Ressaltamos também os aspectos relativos à saúde mental dos professores, técnicos e estudantes e suas reais condições de se dedicarem às atividades acadêmicas durante a pandemia. Em relação ao corpo discente, deve ser dada atenção à ampliação de bolsas e auxílios que permitam aos estudantes passarem da melhor forma possível por esse período.

Por fim, há de se considerar as condições específicas dos campi fora da sede, em particular da UFF de Campos dos Goytacazes, onde são precárias as condições de infraestrutura física e de equipamentos. Nesse âmbito, podemos citar a rede de comunicação deficitária, o número de computadores insuficientes e o comprometimento de seus espaços físicos, que se expressa na irregular oferta de sala de aula, de laboratórios e dos núcleos de pesquisa e extensão, além da já conhecida ausência de moradia estudantil e de restaurante universitário.

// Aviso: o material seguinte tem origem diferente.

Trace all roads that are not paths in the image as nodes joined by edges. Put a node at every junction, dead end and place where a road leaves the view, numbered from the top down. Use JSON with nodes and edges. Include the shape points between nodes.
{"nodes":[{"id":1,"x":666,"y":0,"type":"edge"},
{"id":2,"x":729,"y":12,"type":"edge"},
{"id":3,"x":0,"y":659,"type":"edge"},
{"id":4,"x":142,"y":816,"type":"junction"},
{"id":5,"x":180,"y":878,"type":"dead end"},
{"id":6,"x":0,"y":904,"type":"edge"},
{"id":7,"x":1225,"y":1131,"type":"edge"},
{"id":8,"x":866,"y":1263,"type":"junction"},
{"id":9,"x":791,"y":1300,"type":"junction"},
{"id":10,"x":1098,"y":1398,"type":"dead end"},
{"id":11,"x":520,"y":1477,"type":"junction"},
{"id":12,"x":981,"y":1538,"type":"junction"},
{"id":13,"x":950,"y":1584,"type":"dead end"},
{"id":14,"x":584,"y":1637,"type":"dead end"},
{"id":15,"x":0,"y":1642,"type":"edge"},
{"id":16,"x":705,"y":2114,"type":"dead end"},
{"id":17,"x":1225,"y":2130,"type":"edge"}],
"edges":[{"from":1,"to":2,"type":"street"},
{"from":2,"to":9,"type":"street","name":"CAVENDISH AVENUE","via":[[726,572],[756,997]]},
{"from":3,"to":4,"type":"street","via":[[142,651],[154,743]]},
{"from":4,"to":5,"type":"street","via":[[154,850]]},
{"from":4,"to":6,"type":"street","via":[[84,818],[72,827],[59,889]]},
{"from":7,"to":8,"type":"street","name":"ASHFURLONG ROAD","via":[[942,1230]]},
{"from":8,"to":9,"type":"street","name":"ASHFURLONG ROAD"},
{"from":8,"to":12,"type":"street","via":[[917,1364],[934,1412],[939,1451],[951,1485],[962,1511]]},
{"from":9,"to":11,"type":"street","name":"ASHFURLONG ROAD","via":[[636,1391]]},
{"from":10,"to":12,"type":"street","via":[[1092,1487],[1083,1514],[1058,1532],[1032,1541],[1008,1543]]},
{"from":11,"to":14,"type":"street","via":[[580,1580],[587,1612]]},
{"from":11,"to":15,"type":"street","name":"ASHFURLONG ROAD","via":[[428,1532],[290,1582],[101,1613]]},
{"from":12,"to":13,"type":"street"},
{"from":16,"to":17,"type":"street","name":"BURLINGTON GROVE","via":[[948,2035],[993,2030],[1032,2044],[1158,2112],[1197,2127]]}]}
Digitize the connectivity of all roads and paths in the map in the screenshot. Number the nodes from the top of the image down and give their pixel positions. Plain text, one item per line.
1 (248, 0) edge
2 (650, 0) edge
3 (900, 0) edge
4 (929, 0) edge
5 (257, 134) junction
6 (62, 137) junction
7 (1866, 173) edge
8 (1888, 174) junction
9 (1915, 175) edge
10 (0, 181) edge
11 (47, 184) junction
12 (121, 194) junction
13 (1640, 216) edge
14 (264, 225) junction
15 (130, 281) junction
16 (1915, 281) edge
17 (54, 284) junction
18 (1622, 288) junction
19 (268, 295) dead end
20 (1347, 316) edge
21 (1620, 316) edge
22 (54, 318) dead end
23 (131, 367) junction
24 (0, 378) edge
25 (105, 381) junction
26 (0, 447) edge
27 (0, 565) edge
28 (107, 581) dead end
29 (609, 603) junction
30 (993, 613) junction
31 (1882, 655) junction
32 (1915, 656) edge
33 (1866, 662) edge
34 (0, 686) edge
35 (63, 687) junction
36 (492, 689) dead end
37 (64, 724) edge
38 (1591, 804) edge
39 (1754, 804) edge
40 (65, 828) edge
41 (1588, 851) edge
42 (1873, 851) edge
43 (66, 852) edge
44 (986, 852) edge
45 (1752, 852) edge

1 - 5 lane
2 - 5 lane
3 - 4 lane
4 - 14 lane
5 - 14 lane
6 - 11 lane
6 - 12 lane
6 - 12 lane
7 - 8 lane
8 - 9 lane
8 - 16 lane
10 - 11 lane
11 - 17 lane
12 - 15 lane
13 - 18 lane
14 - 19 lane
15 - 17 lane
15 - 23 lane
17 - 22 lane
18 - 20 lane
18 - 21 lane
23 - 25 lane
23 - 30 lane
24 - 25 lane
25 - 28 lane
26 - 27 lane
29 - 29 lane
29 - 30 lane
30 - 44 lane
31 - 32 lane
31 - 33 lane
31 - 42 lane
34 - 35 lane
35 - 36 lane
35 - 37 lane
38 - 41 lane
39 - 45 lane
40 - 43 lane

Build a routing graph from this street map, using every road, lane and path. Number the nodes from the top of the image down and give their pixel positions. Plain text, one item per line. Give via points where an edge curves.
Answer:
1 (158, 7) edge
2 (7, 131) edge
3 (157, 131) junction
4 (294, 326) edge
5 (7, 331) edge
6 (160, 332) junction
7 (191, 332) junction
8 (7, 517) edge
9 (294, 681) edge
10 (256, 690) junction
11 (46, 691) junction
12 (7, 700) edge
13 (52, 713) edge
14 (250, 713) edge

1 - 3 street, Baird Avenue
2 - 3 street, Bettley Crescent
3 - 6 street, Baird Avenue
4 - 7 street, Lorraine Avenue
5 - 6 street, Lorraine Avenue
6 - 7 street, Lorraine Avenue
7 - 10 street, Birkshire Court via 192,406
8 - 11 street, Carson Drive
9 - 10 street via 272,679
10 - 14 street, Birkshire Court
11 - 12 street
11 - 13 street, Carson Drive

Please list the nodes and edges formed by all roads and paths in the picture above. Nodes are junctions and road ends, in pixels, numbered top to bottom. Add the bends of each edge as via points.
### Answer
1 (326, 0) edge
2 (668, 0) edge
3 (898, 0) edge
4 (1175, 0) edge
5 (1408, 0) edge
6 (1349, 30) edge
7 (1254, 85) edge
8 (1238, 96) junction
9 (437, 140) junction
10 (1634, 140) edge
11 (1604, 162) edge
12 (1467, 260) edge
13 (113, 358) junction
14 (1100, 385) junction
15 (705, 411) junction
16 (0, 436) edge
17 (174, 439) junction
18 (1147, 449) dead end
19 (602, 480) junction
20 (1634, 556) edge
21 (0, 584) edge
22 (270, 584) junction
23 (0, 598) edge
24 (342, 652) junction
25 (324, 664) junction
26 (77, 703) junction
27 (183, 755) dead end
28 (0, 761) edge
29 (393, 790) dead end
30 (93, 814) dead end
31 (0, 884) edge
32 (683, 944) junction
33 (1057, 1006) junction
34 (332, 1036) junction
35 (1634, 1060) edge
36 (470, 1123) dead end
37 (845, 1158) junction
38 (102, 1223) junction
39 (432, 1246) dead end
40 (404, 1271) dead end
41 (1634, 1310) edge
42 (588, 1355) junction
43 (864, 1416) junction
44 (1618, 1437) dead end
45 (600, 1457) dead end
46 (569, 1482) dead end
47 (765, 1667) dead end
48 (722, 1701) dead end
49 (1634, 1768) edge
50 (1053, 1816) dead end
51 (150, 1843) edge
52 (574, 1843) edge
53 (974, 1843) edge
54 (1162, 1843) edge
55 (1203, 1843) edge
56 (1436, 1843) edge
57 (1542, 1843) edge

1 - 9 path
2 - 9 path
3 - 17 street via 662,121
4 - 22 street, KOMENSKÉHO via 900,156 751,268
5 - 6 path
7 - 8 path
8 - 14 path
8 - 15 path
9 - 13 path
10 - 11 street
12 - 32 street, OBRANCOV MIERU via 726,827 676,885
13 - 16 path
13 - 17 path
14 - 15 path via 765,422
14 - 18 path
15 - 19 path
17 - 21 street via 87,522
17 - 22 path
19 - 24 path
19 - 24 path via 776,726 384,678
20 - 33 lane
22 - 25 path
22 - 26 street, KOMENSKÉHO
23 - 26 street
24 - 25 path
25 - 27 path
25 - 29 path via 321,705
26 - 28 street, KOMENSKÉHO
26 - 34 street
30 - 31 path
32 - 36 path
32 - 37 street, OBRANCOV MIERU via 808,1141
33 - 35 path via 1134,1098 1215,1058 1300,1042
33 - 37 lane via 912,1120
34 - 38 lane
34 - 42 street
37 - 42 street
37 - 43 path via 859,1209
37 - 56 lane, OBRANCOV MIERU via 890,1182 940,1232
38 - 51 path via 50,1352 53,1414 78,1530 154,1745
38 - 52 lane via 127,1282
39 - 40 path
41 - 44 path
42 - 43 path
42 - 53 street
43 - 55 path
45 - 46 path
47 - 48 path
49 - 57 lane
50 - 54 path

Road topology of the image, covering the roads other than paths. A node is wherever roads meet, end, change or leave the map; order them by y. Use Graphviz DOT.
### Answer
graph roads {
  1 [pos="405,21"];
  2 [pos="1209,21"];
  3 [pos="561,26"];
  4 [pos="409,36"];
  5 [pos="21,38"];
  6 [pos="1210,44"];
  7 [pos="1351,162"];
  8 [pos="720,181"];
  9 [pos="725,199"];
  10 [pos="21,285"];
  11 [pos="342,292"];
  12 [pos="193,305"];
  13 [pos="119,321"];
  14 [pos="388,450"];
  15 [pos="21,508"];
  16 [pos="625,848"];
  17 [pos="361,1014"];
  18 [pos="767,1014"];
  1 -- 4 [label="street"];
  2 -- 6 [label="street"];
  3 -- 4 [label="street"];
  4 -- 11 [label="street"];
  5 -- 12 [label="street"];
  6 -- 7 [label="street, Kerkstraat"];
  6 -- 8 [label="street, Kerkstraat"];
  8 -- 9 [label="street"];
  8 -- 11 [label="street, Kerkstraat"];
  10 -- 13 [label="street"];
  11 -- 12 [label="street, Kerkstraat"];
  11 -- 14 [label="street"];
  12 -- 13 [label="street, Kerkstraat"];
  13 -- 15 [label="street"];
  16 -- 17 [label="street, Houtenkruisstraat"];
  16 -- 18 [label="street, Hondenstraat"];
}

Estas condições específicas que, em si, já resultam em graves problemas de evasão e permanência tendem, na atual conjuntura, a acentuar as desigualdades no interior da própria Universidade.

Isso posto, comunicamos a nossa disposição para o enfrentamento da situação e para pensarmos juntos possibilidades de retomadas das atividades com segurança, com o devido planejamento das atividades emergenciais a serem adotadas durante a pandemia, desde que as condições adversas acima mencionadas sejam minimizadas, de maneira a não agravar as condições de vulnerabilidade social de nossos estudantes e a não expor os docentes, discentes e servidores técnicos e administrativos à contaminação.

Desse modo, é preciso planejar ações com: um plano para as atividades emergenciais que já está em curso, mas prescinde da participação ampla da comunidade acadêmica; um plano de retomada de curto e médio prazo, que deve envolver toda a comunidade acadêmica para a adoção de alternativas pedagógicas de ensino, pesquisa e extensão, enquanto durar a pandemia; e um plano de longo prazo para adaptação dos ambientes à retomada das atividades presenciais.

Sugerimos que sejam utilizados os instrumentos normativos já previstos no Regulamento dos Cursos de Graduação para mitigar a situação dos alunos formandos, como, por exemplo, o aproveitamento de Créditos através do Exame de Proficiência.

Por fim, na crença de que haja convergência com as nossas preocupações acima expostas, reproduzimos parte da nota da Associação Nacional de Pesquisa e Pós-Graduação em Geografia, que propõe critérios para a elaboração de um planejamento de ações durante e após a pandemia: a) o envolvimento e posicionamento dos discentes; b) a garantia de equipamentos, suporte tecnológico e condições de trabalho a docentes; c) a plena acessibilidade dos alunos a equipamentos e rede de comunicação sem ônus (financeira, de tempo e sobrecarga de trabalho); d) o impedimento de qualquer imposição a docentes e discentes em sua realização; e) a garantia de revisão de prazos das atividades disciplinares.

Reforçamos aqui nosso compromisso com a educação pública de qualidade, laica, plural e diversa, conscientes de que o atual momento se mostra como uma oportunidade de demonstrarmos nossa resiliência e criarmos formas coletivas de enfrentamento à pandemia. Assim, expressamos de forma clara nossa posição de que esta situação excepcional não seja usada para promover a substituição sumária de nossas atividades presenciais por um sistema remoto irreversível, que venha erodir os princípios e valores da Universidade Pública.